Jillian Alderman, Joetta Forsyth, Charla Griffy-Brown and Richard Walton
This study explores the relationship between US public firms’ dividend policies and CEO selection. Specifically, we examine the association between successor CEOs’ prior…
Abstract
Purpose
This study explores the relationship between US public firms’ dividend policies and CEO selection. Specifically, we examine the association between successor CEOs’ prior employment and firms’ payout policies around CEO turnover events.
Design/methodology/approach
Using Execucomp, we identify a sample of 1,021 S&P 1500 firms with CEO turnover events occurring from 2010 to 2016. We categorize successor CEOs by their prior position as a public insider (hired internally from the public firm), public outsider (hired from a different public firm) or private outsider (hired from a private firm). We investigate dividend policies around CEO turnovers using differences-in-means and probit analyses.
Findings
Firms that hired private CEOs were 11.0% less likely to have paid a dividend in the year prior to the CEO turnover. However, those firms that had paid a dividend in the prior year were 5.4% more likely to subsequently drop their dividend.
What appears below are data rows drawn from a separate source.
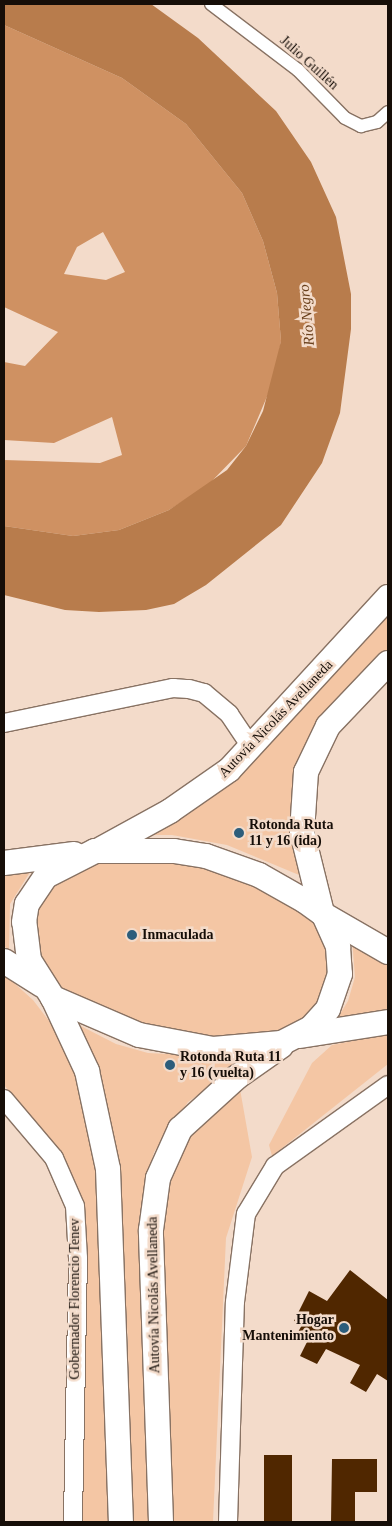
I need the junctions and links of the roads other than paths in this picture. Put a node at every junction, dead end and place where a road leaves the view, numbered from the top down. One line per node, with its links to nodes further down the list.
1 (211, 4): 2 (street, Julio Guillén)
2 (388, 112)
3 (388, 598): 6 (highway, Autovía Nicolás Avellaneda)
4 (388, 663): 9 (highway)
5 (4, 723): 6 (street)
6 (251, 747): 7 (highway, Autovía Nicolás Avellaneda)
7 (93, 852): 8 (highway); 9 (highway); 12 (highway, Autovía Nicolás Avellaneda)
8 (4, 863)
9 (323, 914): 10 (highway); 14 (highway, Autovía Nicolás Avellaneda)
10 (388, 952)
11 (4, 961): 12 (highway)
12 (48, 992): 14 (highway); 18 (highway)
13 (388, 1022): 14 (highway)
14 (295, 1037): 19 (highway, Autovía Nicolás Avellaneda)
15 (388, 1085): 20 (street)
16 (4, 1099): 17 (street, Gobernador Florencio Tenev)
17 (73, 1522)
18 (121, 1522)
19 (161, 1522)
20 (228, 1522)

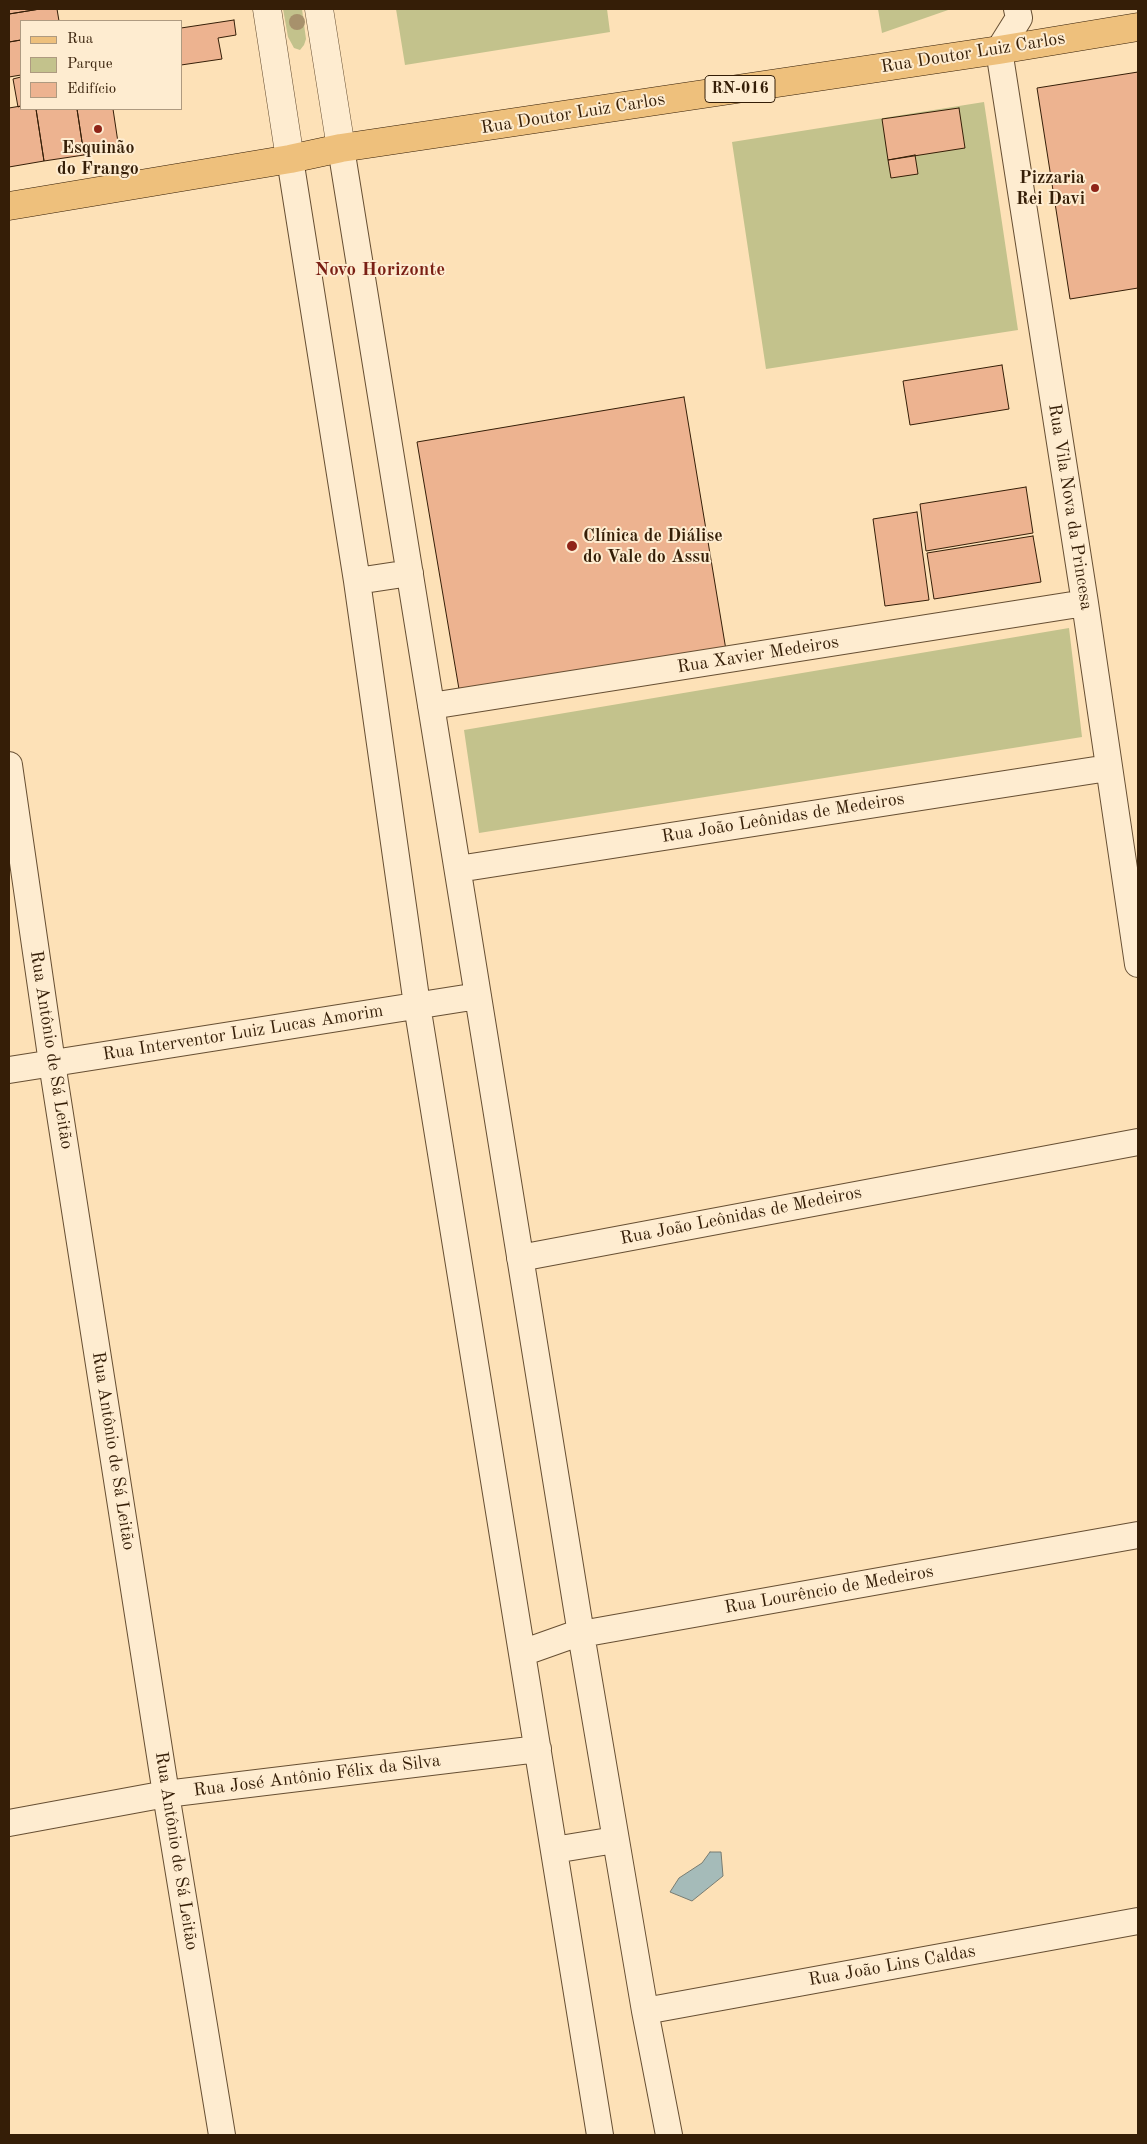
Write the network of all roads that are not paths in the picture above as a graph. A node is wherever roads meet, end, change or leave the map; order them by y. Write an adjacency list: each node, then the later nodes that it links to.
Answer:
1 (267, 9): 7 (street)
2 (319, 9): 6 (street)
3 (1018, 9): 5 (street)
4 (1138, 26): 5 (main road, Rua Doutor Luiz Carlos / RN-016)
5 (998, 50): 6 (main road, Rua Doutor Luiz Carlos / RN-016); 11 (street, Rua Vila Nova da Princesa)
6 (341, 148): 7 (main road, Rua Doutor Luiz Carlos / RN-016); 9 (street)
7 (290, 159): 8 (main road, Rua Doutor Luiz Carlos / RN-016); 10 (street)
8 (9, 206)
9 (410, 573): 10 (street); 12 (street)
10 (357, 582): 18 (street)
11 (1085, 603): 12 (street, Rua Xavier Medeiros); 14 (street, Rua Vila Nova da Princesa)
12 (431, 706): 15 (street)
13 (9, 765): 19 (street, Rua Antônio de Sá Leitão)
14 (1108, 768): 15 (street, Rua João Leônidas de Medeiros); 16 (street, Rua Vila Nova da Princesa)
15 (458, 869): 17 (street)
16 (1138, 964)
17 (478, 996): 18 (street, Rua Interventor Luiz Lucas Amorim); 22 (street)
18 (417, 1005): 19 (street, Rua Interventor Luiz Lucas Amorim); 25 (street)
19 (52, 1063): 20 (street, Rua Interventor Luiz Lucas Amorim); 27 (street, Rua Antônio de Sá Leitão)
20 (9, 1070)
21 (1138, 1142): 22 (street, Rua João Leônidas de Medeiros)
22 (520, 1258): 24 (street)
23 (1138, 1536): 24 (street, Rua Lourêncio de Medeiros)
24 (581, 1634): 25 (street, Rua Lourêncio de Medeiros); 29 (street)
25 (522, 1653): 26 (street)
26 (538, 1749): 27 (street, Rua José Antônio Félix da Silva); 30 (street)
27 (166, 1794): 28 (street, Rua José Antônio Félix da Silva); 33 (street, Rua Antônio de Sá Leitão)
28 (9, 1823)
29 (615, 1840): 30 (street); 32 (street)
30 (554, 1850): 34 (street)
31 (1138, 1921): 32 (street, Rua João Lins Caldas)
32 (645, 2011): 35 (street)
33 (222, 2135)
34 (600, 2135)
35 (669, 2135)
This finding supports a distinct effect that is related to the successor CEOs’ prior experience managing private firms, rather than an “outsider” effect: payout policies of firms that hired public outsiders were no different from those that hired public insiders.
Originality/value
We show that public firms that hire private CEOs tend to have dividend policies similar to those of private firms. This evidence suggests that human capital developed at private firms is applied when CEOs transfer to public firms. We show that outsiders from public firms behave differently from outsiders from private firms, and we are the first to measure the frequency of each kind of CEO successor: public insiders, public outsiders and private outsiders. These findings suggest a method to indirectly study private firms using more readily available data from public firms led by private CEOs.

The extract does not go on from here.